[EXERCISE MATERIAL]

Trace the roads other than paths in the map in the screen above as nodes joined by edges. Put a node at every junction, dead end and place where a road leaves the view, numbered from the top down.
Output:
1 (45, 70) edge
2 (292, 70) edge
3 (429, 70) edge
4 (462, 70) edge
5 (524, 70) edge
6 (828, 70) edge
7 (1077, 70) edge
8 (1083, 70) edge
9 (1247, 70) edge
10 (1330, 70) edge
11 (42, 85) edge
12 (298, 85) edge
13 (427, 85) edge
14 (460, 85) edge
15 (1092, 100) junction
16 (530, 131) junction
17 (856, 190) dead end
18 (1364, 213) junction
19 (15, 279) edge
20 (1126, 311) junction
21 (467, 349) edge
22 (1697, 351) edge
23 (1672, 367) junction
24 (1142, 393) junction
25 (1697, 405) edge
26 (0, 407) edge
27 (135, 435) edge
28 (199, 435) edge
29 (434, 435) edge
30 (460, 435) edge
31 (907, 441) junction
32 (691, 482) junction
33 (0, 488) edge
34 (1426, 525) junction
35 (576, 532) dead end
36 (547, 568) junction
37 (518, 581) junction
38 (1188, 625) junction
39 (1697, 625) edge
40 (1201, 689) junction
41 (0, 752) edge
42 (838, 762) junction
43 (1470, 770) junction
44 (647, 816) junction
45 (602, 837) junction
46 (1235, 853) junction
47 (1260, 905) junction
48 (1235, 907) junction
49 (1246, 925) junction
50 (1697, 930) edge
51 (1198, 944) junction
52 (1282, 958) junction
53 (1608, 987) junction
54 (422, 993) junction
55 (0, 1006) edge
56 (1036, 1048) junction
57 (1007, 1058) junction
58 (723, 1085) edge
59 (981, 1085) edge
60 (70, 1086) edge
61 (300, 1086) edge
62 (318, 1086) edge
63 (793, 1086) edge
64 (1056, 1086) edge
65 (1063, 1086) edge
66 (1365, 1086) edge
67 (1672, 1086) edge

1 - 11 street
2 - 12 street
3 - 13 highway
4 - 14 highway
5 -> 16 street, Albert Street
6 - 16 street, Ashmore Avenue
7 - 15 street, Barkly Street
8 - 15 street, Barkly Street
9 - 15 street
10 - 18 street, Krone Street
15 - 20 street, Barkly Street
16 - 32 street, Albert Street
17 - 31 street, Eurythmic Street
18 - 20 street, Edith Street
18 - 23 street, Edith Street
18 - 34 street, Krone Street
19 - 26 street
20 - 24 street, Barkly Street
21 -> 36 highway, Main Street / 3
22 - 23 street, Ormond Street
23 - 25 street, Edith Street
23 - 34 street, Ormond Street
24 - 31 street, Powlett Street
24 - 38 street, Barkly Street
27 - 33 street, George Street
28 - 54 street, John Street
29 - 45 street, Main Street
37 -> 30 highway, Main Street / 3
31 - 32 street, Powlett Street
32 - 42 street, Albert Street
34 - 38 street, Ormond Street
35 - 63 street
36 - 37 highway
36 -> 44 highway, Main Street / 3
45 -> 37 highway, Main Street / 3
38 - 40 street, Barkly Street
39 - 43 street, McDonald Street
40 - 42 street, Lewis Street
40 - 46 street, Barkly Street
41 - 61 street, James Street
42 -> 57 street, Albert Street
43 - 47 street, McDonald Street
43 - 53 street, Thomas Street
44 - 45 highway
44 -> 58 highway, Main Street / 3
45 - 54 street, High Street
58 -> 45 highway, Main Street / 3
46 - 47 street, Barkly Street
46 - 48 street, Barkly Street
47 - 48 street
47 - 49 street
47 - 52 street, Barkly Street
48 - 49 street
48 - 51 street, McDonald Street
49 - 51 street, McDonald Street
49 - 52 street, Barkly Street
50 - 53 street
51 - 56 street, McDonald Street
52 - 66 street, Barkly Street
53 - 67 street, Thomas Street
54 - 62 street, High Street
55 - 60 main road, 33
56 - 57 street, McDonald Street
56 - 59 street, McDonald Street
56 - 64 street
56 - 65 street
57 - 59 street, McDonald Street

[/EXERCISE MATERIAL]

▸ **TASK DESCRIPTION**
Please reproduce all of the material exactly.

▸ **COMPLETED TASK**
Trace the roads other than paths in the map in the screen above as nodes joined by edges. Put a node at every junction, dead end and place where a road leaves the view, numbered from the top down.
Output:
1 (45, 70) edge
2 (292, 70) edge
3 (429, 70) edge
4 (462, 70) edge
5 (524, 70) edge
6 (828, 70) edge
7 (1077, 70) edge
8 (1083, 70) edge
9 (1247, 70) edge
10 (1330, 70) edge
11 (42, 85) edge
12 (298, 85) edge
13 (427, 85) edge
14 (460, 85) edge
15 (1092, 100) junction
16 (530, 131) junction
17 (856, 190) dead end
18 (1364, 213) junction
19 (15, 279) edge
20 (1126, 311) junction
21 (467, 349) edge
22 (1697, 351) edge
23 (1672, 367) junction
24 (1142, 393) junction
25 (1697, 405) edge
26 (0, 407) edge
27 (135, 435) edge
28 (199, 435) edge
29 (434, 435) edge
30 (460, 435) edge
31 (907, 441) junction
32 (691, 482) junction
33 (0, 488) edge
34 (1426, 525) junction
35 (576, 532) dead end
36 (547, 568) junction
37 (518, 581) junction
38 (1188, 625) junction
39 (1697, 625) edge
40 (1201, 689) junction
41 (0, 752) edge
42 (838, 762) junction
43 (1470, 770) junction
44 (647, 816) junction
45 (602, 837) junction
46 (1235, 853) junction
47 (1260, 905) junction
48 (1235, 907) junction
49 (1246, 925) junction
50 (1697, 930) edge
51 (1198, 944) junction
52 (1282, 958) junction
53 (1608, 987) junction
54 (422, 993) junction
55 (0, 1006) edge
56 (1036, 1048) junction
57 (1007, 1058) junction
58 (723, 1085) edge
59 (981, 1085) edge
60 (70, 1086) edge
61 (300, 1086) edge
62 (318, 1086) edge
63 (793, 1086) edge
64 (1056, 1086) edge
65 (1063, 1086) edge
66 (1365, 1086) edge
67 (1672, 1086) edge

1 - 11 street
2 - 12 street
3 - 13 highway
4 - 14 highway
5 -> 16 street, Albert Street
6 - 16 street, Ashmore Avenue
7 - 15 street, Barkly Street
8 - 15 street, Barkly Street
9 - 15 street
10 - 18 street, Krone Street
15 - 20 street, Barkly Street
16 - 32 street, Albert Street
17 - 31 street, Eurythmic Street
18 - 20 street, Edith Street
18 - 23 street, Edith Street
18 - 34 street, Krone Street
19 - 26 street
20 - 24 street, Barkly Street
21 -> 36 highway, Main Street / 3
22 - 23 street, Ormond Street
23 - 25 street, Edith Street
23 - 34 street, Ormond Street
24 - 31 street, Powlett Street
24 - 38 street, Barkly Street
27 - 33 street, George Street
28 - 54 street, John Street
29 - 45 street, Main Street
37 -> 30 highway, Main Street / 3
31 - 32 street, Powlett Street
32 - 42 street, Albert Street
34 - 38 street, Ormond Street
35 - 63 street
36 - 37 highway
36 -> 44 highway, Main Street / 3
45 -> 37 highway, Main Street / 3
38 - 40 street, Barkly Street
39 - 43 street, McDonald Street
40 - 42 street, Lewis Street
40 - 46 street, Barkly Street
41 - 61 street, James Street
42 -> 57 street, Albert Street
43 - 47 street, McDonald Street
43 - 53 street, Thomas Street
44 - 45 highway
44 -> 58 highway, Main Street / 3
45 - 54 street, High Street
58 -> 45 highway, Main Street / 3
46 - 47 street, Barkly Street
46 - 48 street, Barkly Street
47 - 48 street
47 - 49 street
47 - 52 street, Barkly Street
48 - 49 street
48 - 51 street, McDonald Street
49 - 51 street, McDonald Street
49 - 52 street, Barkly Street
50 - 53 street
51 - 56 street, McDonald Street
52 - 66 street, Barkly Street
53 - 67 street, Thomas Street
54 - 62 street, High Street
55 - 60 main road, 33
56 - 57 street, McDonald Street
56 - 59 street, McDonald Street
56 - 64 street
56 - 65 street
57 - 59 street, McDonald Street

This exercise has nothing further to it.